Hacker News new | ask | show | jobs
by wongarsu 2673 days ago
I have in the past parsed terabytes of JSON. The specific use case was analysing archived Reddit comments. The Reddit API uses JSON, and somebody [1] runs a server that just dumps them in a file, one line of JSON per comment, and offers them for download (compressed, obviously). So now you end up with Gigabytes of small JSONs per month, and anything you do will be quickly dominated by JSON parsing time.

You could store them in some binary format, but the API response format changed over the years with various fields being added and removed, and either your binary format ends up not much better than JSON or you end up reencoding old comments because the API changed.

1: http://files.pushshift.io/reddit/

2 comments

The parsed format in tape.md is quite close to the flatbuffer format. Flatbuffer can encode any json file just fine. The parse time is immediate and requires no extra memory.

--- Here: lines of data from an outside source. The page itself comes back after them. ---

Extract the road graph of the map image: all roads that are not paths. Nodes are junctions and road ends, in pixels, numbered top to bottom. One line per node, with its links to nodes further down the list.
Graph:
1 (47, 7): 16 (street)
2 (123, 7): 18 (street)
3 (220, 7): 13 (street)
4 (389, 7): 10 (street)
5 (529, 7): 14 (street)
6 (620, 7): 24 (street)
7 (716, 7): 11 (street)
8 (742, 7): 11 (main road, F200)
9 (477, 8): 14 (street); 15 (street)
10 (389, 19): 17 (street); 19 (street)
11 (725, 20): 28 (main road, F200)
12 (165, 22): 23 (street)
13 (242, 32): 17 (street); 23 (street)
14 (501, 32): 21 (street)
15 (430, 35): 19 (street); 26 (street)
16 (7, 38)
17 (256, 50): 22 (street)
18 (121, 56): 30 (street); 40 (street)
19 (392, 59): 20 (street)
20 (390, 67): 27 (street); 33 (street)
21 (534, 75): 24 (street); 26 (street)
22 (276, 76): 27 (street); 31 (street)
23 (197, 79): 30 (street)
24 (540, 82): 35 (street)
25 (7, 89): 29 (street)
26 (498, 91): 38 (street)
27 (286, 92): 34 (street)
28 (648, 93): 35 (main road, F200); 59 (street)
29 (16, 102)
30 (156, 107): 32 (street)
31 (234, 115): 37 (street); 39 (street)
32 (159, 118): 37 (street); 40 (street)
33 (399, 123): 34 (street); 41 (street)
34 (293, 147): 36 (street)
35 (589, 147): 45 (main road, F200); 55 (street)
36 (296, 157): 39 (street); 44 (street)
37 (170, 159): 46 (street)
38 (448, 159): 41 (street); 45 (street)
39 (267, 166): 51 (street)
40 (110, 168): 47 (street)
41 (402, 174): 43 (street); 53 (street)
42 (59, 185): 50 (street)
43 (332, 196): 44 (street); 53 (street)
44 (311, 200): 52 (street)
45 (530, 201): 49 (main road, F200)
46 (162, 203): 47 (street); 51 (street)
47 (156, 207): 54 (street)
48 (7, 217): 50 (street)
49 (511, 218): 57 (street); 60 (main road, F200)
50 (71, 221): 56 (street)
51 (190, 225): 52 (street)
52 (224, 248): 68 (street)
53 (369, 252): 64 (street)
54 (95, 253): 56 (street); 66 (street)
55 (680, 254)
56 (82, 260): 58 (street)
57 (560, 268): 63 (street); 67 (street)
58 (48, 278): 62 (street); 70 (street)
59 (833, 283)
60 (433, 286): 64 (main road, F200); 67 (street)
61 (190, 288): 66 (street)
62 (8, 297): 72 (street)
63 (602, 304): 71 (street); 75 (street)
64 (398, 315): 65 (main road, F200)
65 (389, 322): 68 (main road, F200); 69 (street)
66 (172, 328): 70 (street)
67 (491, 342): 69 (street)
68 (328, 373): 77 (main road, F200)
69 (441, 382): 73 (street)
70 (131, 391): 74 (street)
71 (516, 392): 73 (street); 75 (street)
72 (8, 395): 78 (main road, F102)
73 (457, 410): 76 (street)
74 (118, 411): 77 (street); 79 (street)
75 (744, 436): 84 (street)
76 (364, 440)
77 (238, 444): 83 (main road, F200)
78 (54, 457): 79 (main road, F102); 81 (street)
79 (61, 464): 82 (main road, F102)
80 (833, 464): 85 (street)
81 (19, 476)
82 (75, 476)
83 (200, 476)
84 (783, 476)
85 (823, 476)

It’s a great way to store big json files where you only want to access a subset of data very quickly and not load the whole file into memory.

https://google.github.io/flatbuffers/

> either your binary format ends up not much better than JSON or you end up reencoding old comments because the API changed

Those are other options too, eg, storing the schema separately from the records (then batching records with identical schemas in compact binary files) and defining migration rules between different schemas (eg, if schema A has required field "foo" while schema B has required field "foo" and optional field "bar" then data which follows schema A can be trivially migrated to schema B at read time without needing to reencode on disk).

https://avro.apache.org/docs/current/